Su metodología: examinar los datos demográficos de la manifestación a nivel regional y sociopolítico, usando la lógica que lo hizo célebre en su primer libro, La caída final (1979), en el que predijo el fin de la Unión Soviética a partir de un análisis estadístico de su realidad social y económica.

Sus conclusiones: la Francia proletaria, los jóvenes de los suburbios (musulmanes o no), y las clases populares, en general, “no fueron Charlie”; y los que marcharon serían parte de una burguesía biempensante movida por una “falsa conciencia” y por un discurso único, que defiende la libertad, pero que olvida la igualdad. 

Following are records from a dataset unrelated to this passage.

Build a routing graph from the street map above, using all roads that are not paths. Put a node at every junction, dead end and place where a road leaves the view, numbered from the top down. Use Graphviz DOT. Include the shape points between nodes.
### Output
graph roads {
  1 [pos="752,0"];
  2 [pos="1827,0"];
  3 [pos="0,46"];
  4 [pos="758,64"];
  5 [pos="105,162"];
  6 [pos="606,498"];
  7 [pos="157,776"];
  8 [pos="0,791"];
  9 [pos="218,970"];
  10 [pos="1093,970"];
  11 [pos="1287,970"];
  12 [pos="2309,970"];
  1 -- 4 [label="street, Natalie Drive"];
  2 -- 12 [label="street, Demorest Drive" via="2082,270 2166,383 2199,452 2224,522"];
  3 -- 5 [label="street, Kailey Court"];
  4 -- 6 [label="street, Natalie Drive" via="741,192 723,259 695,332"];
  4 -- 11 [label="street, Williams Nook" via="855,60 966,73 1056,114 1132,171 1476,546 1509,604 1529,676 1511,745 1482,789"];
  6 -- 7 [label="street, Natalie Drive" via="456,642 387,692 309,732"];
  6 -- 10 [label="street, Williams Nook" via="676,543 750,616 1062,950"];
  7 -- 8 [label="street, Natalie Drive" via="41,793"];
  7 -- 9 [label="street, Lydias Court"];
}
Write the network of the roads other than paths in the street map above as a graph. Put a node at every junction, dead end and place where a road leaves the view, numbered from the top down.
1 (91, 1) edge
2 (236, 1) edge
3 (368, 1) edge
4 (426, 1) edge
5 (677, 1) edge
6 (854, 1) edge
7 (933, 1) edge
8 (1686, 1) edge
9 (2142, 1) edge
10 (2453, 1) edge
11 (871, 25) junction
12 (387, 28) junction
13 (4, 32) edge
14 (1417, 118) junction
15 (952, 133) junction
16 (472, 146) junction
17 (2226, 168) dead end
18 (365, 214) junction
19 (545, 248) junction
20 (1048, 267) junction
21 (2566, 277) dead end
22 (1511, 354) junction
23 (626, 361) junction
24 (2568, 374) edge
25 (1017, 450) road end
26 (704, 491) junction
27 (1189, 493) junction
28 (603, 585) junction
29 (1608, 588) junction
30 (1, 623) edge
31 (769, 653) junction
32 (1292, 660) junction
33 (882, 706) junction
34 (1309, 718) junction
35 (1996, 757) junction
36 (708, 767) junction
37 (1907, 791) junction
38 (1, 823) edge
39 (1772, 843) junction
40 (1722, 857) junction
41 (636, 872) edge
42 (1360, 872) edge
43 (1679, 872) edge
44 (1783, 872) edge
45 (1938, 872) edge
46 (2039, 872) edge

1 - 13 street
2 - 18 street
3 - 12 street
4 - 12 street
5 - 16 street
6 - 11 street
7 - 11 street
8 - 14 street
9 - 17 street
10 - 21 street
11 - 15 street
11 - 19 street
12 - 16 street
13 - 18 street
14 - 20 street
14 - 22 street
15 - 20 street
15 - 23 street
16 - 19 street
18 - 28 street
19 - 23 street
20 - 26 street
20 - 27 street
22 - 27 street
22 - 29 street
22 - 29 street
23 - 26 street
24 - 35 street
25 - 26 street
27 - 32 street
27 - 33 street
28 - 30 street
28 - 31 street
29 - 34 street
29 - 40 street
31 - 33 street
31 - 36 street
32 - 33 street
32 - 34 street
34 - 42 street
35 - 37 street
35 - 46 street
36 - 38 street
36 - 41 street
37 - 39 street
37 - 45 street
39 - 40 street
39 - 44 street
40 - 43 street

Las preguntas de Todd son rudas: ¿acaso los hermanos Kouachi y Amedy Coulibaly, los asesinos, no son productos de la sociedad francesa? Peor aún: ¿no serán un reflejo invertido y patológico de la mediocridad de una elite política que abandona a los jóvenes en la sobreexplotación y el desempleo? Desigualdad, exclusión, islamofobia y laicismo obsesivo estarían fracturando al país de los derechos del hombre, advierte el sociólogo, quien acusa que ser Charlie –sinónimo de ser francés– significa que blasfemar a Mahoma, profeta de un grupo frágil y discriminado, es parte de la identidad francesa. Lo más grave, dice, es la subestimación del antisemitismo: todos eran “Charlie”, pero nadie era “Hyper Cacher”.

La reacción de la prensa tras la salida del libro, en mayo, fue bestial. En su visita a una de las radios más importantes, France Inter, se trenzó en una discusión furibunda con el conductor, al punto de casi abandonar el estudio. A los insultos de periodistas y especialistas, se sumó un texto en Le Monde en el que el primer ministro, Manuel Valls, le respondió con indignación que no, que el 11 de enero no fue una impostura. Nada de esto fue extraño: el tono del texto es corrosivo (“Francia sufrió en enero de 2015 un ataque de histeria”, apunta en la primera línea), y a ratos su análisis puede sonar generalista. “Mi libro tiene muchos defectos, como la dosis de polémica y de violencia verbal”, admitió Todd. Aun así, las preguntas que plantea son dolorosas y lúcidas. La batahola, sin embargo, lo tiene agotado. Por eso, dice, esta será su última entrevista.  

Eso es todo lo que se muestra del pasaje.